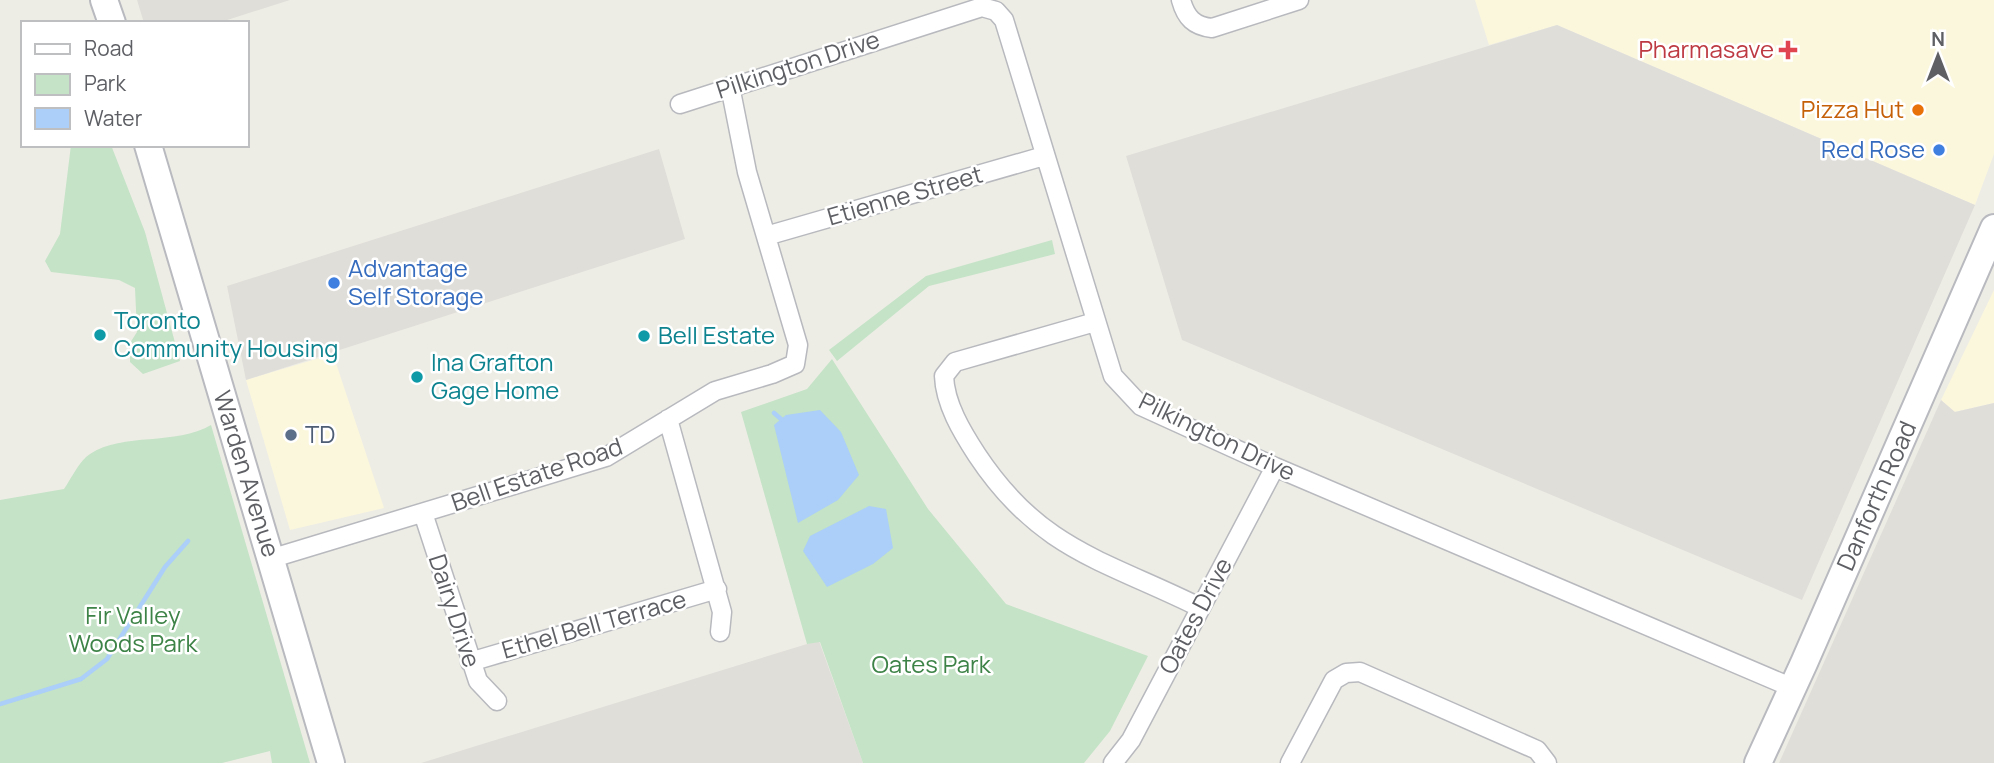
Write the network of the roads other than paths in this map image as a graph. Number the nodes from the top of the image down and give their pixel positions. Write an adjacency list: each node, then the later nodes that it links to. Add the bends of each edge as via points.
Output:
1 (104, 0): 4 (main road)
2 (1181, 0): 3 (street, via 1185,14 1197,26 1212,28)
3 (1299, 0)
4 (111, 21)
5 (730, 86): 6 (street, Pilkington Drive); 8 (street, Pilkington Drive, via 982,7 996,11 1004,20); 10 (street, Bell Estate Road, via 747,172)
6 (680, 104)
7 (149, 147): 15 (main road, Warden Avenue)
8 (1044, 156): 10 (street, Etienne Street); 11 (street, Pilkington Drive)
9 (1994, 228): 20 (main road, Danforth Road)
10 (766, 236): 12 (street, Bell Estate Road, via 798,345 795,364 715,391)
11 (1095, 323): 13 (street, Pilkington Drive, via 1113,376 1141,406); 17 (street, via 955,362 944,376 945,394 969,443 1000,489 1033,523 1071,549)
12 (668, 419): 14 (street, Bell Estate Road, via 606,457); 16 (street)
13 (1275, 467): 17 (street, Oates Drive); 20 (street, Pilkington Drive)
14 (423, 513): 15 (street, Bell Estate Road); 19 (street, Dairy Drive)
15 (273, 558): 22 (main road, Warden Avenue)
16 (717, 589): 18 (street); 19 (street, Ethel Bell Terrace)
17 (1199, 607): 23 (street, Oates Drive, via 1131,740)
18 (720, 632)
19 (470, 662): 21 (street, Dairy Drive, via 478,681)
20 (1793, 688): 26 (main road, Danforth Road)
21 (497, 701)
22 (331, 763)
23 (1113, 763)
24 (1290, 763): 25 (street, via 1334,681 1353,672 1537,750)
25 (1547, 763)
26 (1758, 763)

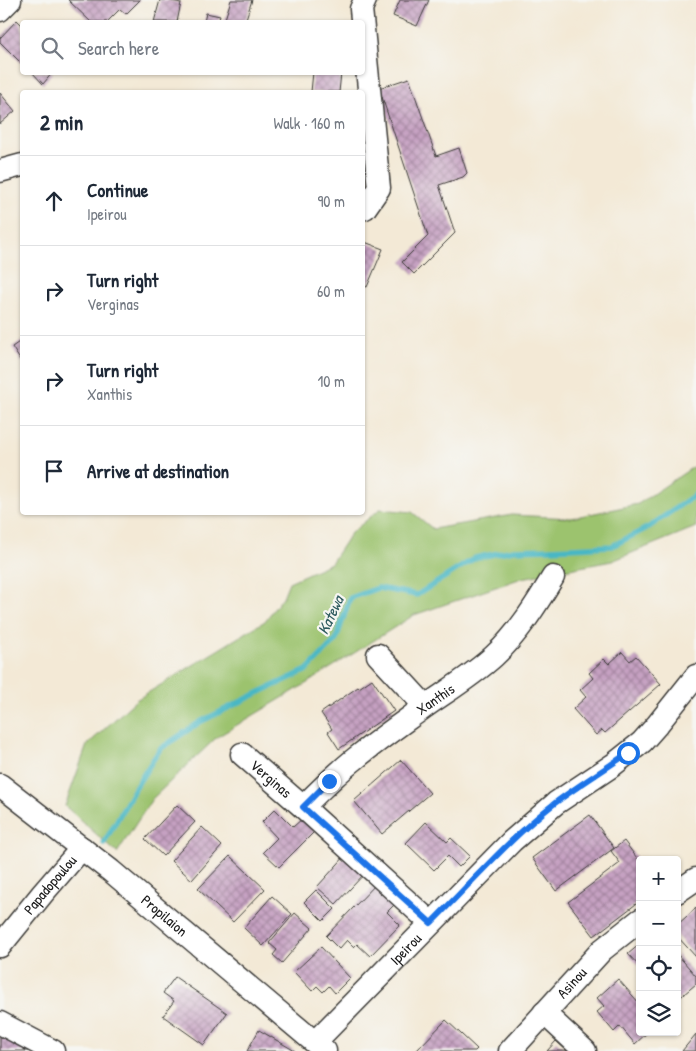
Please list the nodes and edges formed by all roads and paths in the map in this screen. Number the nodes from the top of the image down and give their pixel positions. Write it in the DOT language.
graph roads {
  1 [pos="10,0"];
  2 [pos="365,0"];
  3 [pos="0,10"];
  4 [pos="362,20"];
  5 [pos="365,48"];
  6 [pos="20,166"];
  7 [pos="0,171"];
  8 [pos="365,208"];
  9 [pos="553,577"];
  10 [pos="378,656"];
  11 [pos="696,676"];
  12 [pos="426,706"];
  13 [pos="242,754"];
  14 [pos="0,785"];
  15 [pos="303,807"];
  16 [pos="82,848"];
  17 [pos="431,923"];
  18 [pos="636,923"];
  19 [pos="0,946"];
  20 [pos="544,1014"];
  21 [pos="0,1023"];
  22 [pos="320,1046"];
  23 [pos="53,1051"];
  24 [pos="510,1051"];
  25 [pos="586,1051"];
  1 -- 3 [label="street"];
  2 -- 4 [label="street"];
  5 -- 8 [label="street"];
  6 -- 7 [label="street"];
  9 -- 12 [label="street, Xanthis"];
  10 -- 12 [label="street"];
  11 -- 17 [label="street, Ipeirou"];
  12 -- 15 [label="street, Xanthis"];
  13 -- 15 [label="street, Verginas"];
  14 -- 16 [label="street, Propilaion"];
  15 -- 17 [label="street, Verginas"];
  16 -- 19 [label="street, Papadopoulou"];
  16 -- 22 [label="street, Propilaion"];
  17 -- 22 [label="street, Ipeirou"];
  18 -- 20 [label="street, Asinou"];
  20 -- 24 [label="street, Asinou"];
  20 -- 25 [label="street"];
  21 -- 23 [label="street"];
}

*TASK INSTRUCTIONS*. Retype all of the material above exactly; the pictures stay out.

*REPLY*.
Write the network of the roads other than paths in this map image as a graph. Number the nodes from the top of the image down and give their pixel positions. Write an adjacency list: each node, then the later nodes that it links to. Add the bends of each edge as via points.
Output:
1 (104, 0): 4 (main road)
2 (1181, 0): 3 (street, via 1185,14 1197,26 1212,28)
3 (1299, 0)
4 (111, 21)
5 (730, 86): 6 (street, Pilkington Drive); 8 (street, Pilkington Drive, via 982,7 996,11 1004,20); 10 (street, Bell Estate Road, via 747,172)
6 (680, 104)
7 (149, 147): 15 (main road, Warden Avenue)
8 (1044, 156): 10 (street, Etienne Street); 11 (street, Pilkington Drive)
9 (1994, 228): 20 (main road, Danforth Road)
10 (766, 236): 12 (street, Bell Estate Road, via 798,345 795,364 715,391)
11 (1095, 323): 13 (street, Pilkington Drive, via 1113,376 1141,406); 17 (street, via 955,362 944,376 945,394 969,443 1000,489 1033,523 1071,549)
12 (668, 419): 14 (street, Bell Estate Road, via 606,457); 16 (street)
13 (1275, 467): 17 (street, Oates Drive); 20 (street, Pilkington Drive)
14 (423, 513): 15 (street, Bell Estate Road); 19 (street, Dairy Drive)
15 (273, 558): 22 (main road, Warden Avenue)
16 (717, 589): 18 (street); 19 (street, Ethel Bell Terrace)
17 (1199, 607): 23 (street, Oates Drive, via 1131,740)
18 (720, 632)
19 (470, 662): 21 (street, Dairy Drive, via 478,681)
20 (1793, 688): 26 (main road, Danforth Road)
21 (497, 701)
22 (331, 763)
23 (1113, 763)
24 (1290, 763): 25 (street, via 1334,681 1353,672 1537,750)
25 (1547, 763)
26 (1758, 763)

Please list the nodes and edges formed by all roads and paths in the map in this screen. Number the nodes from the top of the image down and give their pixel positions. Write it in the DOT language.
graph roads {
  1 [pos="10,0"];
  2 [pos="365,0"];
  3 [pos="0,10"];
  4 [pos="362,20"];
  5 [pos="365,48"];
  6 [pos="20,166"];
  7 [pos="0,171"];
  8 [pos="365,208"];
  9 [pos="553,577"];
  10 [pos="378,656"];
  11 [pos="696,676"];
  12 [pos="426,706"];
  13 [pos="242,754"];
  14 [pos="0,785"];
  15 [pos="303,807"];
  16 [pos="82,848"];
  17 [pos="431,923"];
  18 [pos="636,923"];
  19 [pos="0,946"];
  20 [pos="544,1014"];
  21 [pos="0,1023"];
  22 [pos="320,1046"];
  23 [pos="53,1051"];
  24 [pos="510,1051"];
  25 [pos="586,1051"];
  1 -- 3 [label="street"];
  2 -- 4 [label="street"];
  5 -- 8 [label="street"];
  6 -- 7 [label="street"];
  9 -- 12 [label="street, Xanthis"];
  10 -- 12 [label="street"];
  11 -- 17 [label="street, Ipeirou"];
  12 -- 15 [label="street, Xanthis"];
  13 -- 15 [label="street, Verginas"];
  14 -- 16 [label="street, Propilaion"];
  15 -- 17 [label="street, Verginas"];
  16 -- 19 [label="street, Papadopoulou"];
  16 -- 22 [label="street, Propilaion"];
  17 -- 22 [label="street, Ipeirou"];
  18 -- 20 [label="street, Asinou"];
  20 -- 24 [label="street, Asinou"];
  20 -- 25 [label="street"];
  21 -- 23 [label="street"];
}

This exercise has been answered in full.